WHAT THE TASK REQUIRES: Copy out the complete listing, word for word.

DATA PROVIDED:

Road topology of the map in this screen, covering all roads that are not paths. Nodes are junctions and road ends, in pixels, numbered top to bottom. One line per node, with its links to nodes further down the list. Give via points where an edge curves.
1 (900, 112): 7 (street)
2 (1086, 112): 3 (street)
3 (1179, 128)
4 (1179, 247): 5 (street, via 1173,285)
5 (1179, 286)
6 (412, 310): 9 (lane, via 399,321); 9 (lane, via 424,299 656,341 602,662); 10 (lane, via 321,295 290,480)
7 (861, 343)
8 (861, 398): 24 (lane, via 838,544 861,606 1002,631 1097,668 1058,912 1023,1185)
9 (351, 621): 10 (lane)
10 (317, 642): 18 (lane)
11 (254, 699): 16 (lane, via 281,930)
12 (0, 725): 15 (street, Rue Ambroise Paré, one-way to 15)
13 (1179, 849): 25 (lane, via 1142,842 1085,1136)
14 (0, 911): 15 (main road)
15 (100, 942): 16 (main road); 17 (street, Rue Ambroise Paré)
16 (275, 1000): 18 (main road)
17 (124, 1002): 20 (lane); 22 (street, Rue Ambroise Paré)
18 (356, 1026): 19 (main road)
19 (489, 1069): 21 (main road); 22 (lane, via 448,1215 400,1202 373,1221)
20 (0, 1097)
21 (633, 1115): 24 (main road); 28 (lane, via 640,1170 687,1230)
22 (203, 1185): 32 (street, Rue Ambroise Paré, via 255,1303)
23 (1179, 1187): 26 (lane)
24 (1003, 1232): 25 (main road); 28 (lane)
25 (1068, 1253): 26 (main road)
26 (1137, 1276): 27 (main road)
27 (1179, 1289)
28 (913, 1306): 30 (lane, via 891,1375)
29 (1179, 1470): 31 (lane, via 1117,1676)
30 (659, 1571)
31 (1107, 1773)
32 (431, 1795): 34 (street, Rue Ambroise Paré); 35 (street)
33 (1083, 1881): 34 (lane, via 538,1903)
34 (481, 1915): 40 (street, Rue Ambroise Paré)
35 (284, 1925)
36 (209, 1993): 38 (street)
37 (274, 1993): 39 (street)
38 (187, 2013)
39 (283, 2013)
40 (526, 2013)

ANSWER TO THE EXERCISE:
Road topology of the map in this screen, covering all roads that are not paths. Nodes are junctions and road ends, in pixels, numbered top to bottom. One line per node, with its links to nodes further down the list. Give via points where an edge curves.
1 (900, 112): 7 (street)
2 (1086, 112): 3 (street)
3 (1179, 128)
4 (1179, 247): 5 (street, via 1173,285)
5 (1179, 286)
6 (412, 310): 9 (lane, via 399,321); 9 (lane, via 424,299 656,341 602,662); 10 (lane, via 321,295 290,480)
7 (861, 343)
8 (861, 398): 24 (lane, via 838,544 861,606 1002,631 1097,668 1058,912 1023,1185)
9 (351, 621): 10 (lane)
10 (317, 642): 18 (lane)
11 (254, 699): 16 (lane, via 281,930)
12 (0, 725): 15 (street, Rue Ambroise Paré, one-way to 15)
13 (1179, 849): 25 (lane, via 1142,842 1085,1136)
14 (0, 911): 15 (main road)
15 (100, 942): 16 (main road); 17 (street, Rue Ambroise Paré)
16 (275, 1000): 18 (main road)
17 (124, 1002): 20 (lane); 22 (street, Rue Ambroise Paré)
18 (356, 1026): 19 (main road)
19 (489, 1069): 21 (main road); 22 (lane, via 448,1215 400,1202 373,1221)
20 (0, 1097)
21 (633, 1115): 24 (main road); 28 (lane, via 640,1170 687,1230)
22 (203, 1185): 32 (street, Rue Ambroise Paré, via 255,1303)
23 (1179, 1187): 26 (lane)
24 (1003, 1232): 25 (main road); 28 (lane)
25 (1068, 1253): 26 (main road)
26 (1137, 1276): 27 (main road)
27 (1179, 1289)
28 (913, 1306): 30 (lane, via 891,1375)
29 (1179, 1470): 31 (lane, via 1117,1676)
30 (659, 1571)
31 (1107, 1773)
32 (431, 1795): 34 (street, Rue Ambroise Paré); 35 (street)
33 (1083, 1881): 34 (lane, via 538,1903)
34 (481, 1915): 40 (street, Rue Ambroise Paré)
35 (284, 1925)
36 (209, 1993): 38 (street)
37 (274, 1993): 39 (street)
38 (187, 2013)
39 (283, 2013)
40 (526, 2013)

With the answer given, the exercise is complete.